Jakarta, Rakyatterkini.com – Ketegangan internasional kembali meningkat setelah Presiden Rusia, Vladimir Putin, memerintahkan kementerian dan lembaga terkait untuk menyiapkan kemungkinan dimulainya kembali uji coba senjata nuklir.
Langkah ini sebagai respons atas rencana Amerika Serikat (AS) di bawah kepemimpinan Donald Trump yang berencana melakukan uji coba senjata nuklir baru.
Putin menyebut inisiatif AS itu sebagai “isu serius” yang berpotensi mengganggu stabilitas keamanan dunia. Ia menegaskan Rusia tidak akan tinggal diam jika Washington benar-benar melanjutkan pengujian senjata pemusnah massal tersebut.
“Iya, ini masalah serius,” ujar Putin dalam pertemuan dengan anggota tetap Dewan Keamanan Nasional Rusia, dikutip dari Sputnik, Kamis (6/11/2025).
Presiden Rusia juga telah menerima laporan dari Duta Besar Rusia untuk AS, Alexander Darchiev, terkait klarifikasi pernyataan Trump. Dewan Keamanan Nasional Rusia pun melakukan analisis mendalam terhadap pernyataan serupa dari pejabat tinggi AS.
Sebagai langkah lanjutan, Putin menginstruksikan Kementerian Luar Negeri, Kementerian Pertahanan, lembaga intelijen, dan badan sipil terkait untuk mengumpulkan informasi tambahan serta menyusun rekomendasi strategis.
“Saya meminta Kementerian Luar Negeri, Kementerian Pertahanan, badan-badan khusus, dan lembaga sipil terkait untuk mengumpulkan informasi tambahan, menganalisisnya di tingkat Dewan Keamanan, lalu mengajukan usulan mengenai kemungkinan persiapan uji coba nuklir,” kata Putin.
Sementara itu, Menteri Pertahanan Rusia, Andrei Belousov, menekankan bahwa negara harus siap mengambil tindakan tegas jika AS benar-benar melanggar moratorium nuklir yang berlaku sejak era pasca-Perang Dingin. Belousov menambahkan, fasilitas uji coba di Novaya Zemlya, wilayah terpencil di Kutub Utara, siap diaktifkan kembali kapan saja.
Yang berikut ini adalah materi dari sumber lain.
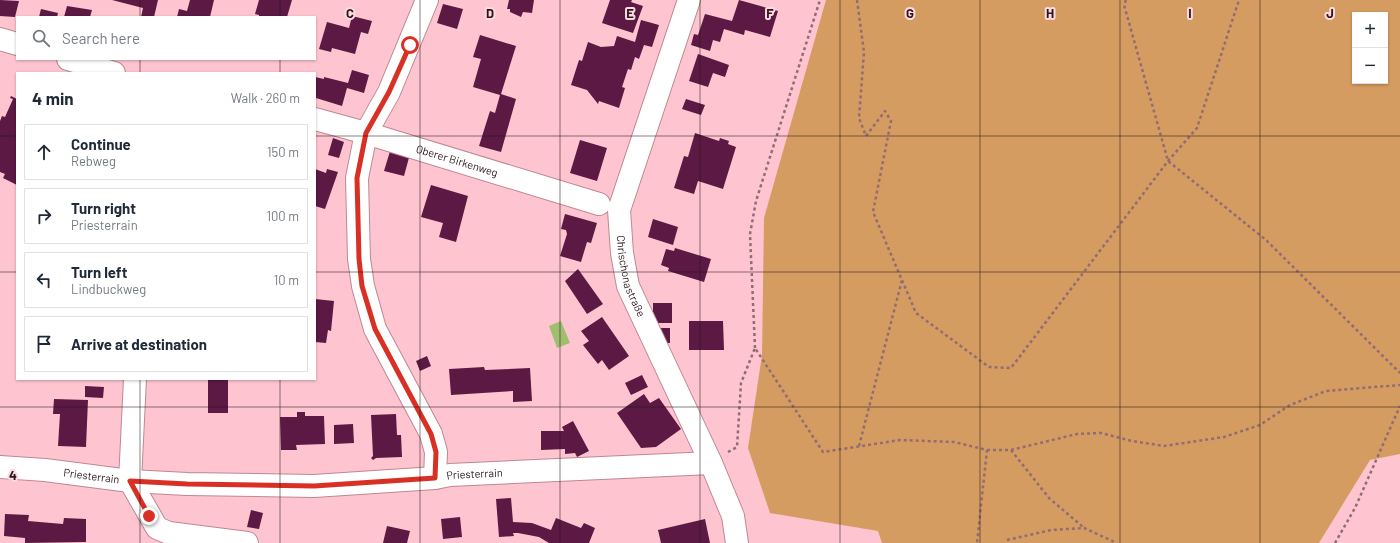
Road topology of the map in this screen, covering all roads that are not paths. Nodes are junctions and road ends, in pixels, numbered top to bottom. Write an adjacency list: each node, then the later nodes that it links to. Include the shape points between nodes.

“Persiapan untuk memulai kembali uji coba nuklir di Novaya Zemlya perlu segera dilakukan,” ujarnya.
Langkah Rusia ini menandai peningkatan ketegangan antara dua kekuatan nuklir terbesar dunia. Para analis memperingatkan, jika kedua negara melanjutkan uji coba senjata, dunia bisa menghadapi babak baru perlombaan senjata nuklir yang pernah menghantui era Perang Dingin.(da*)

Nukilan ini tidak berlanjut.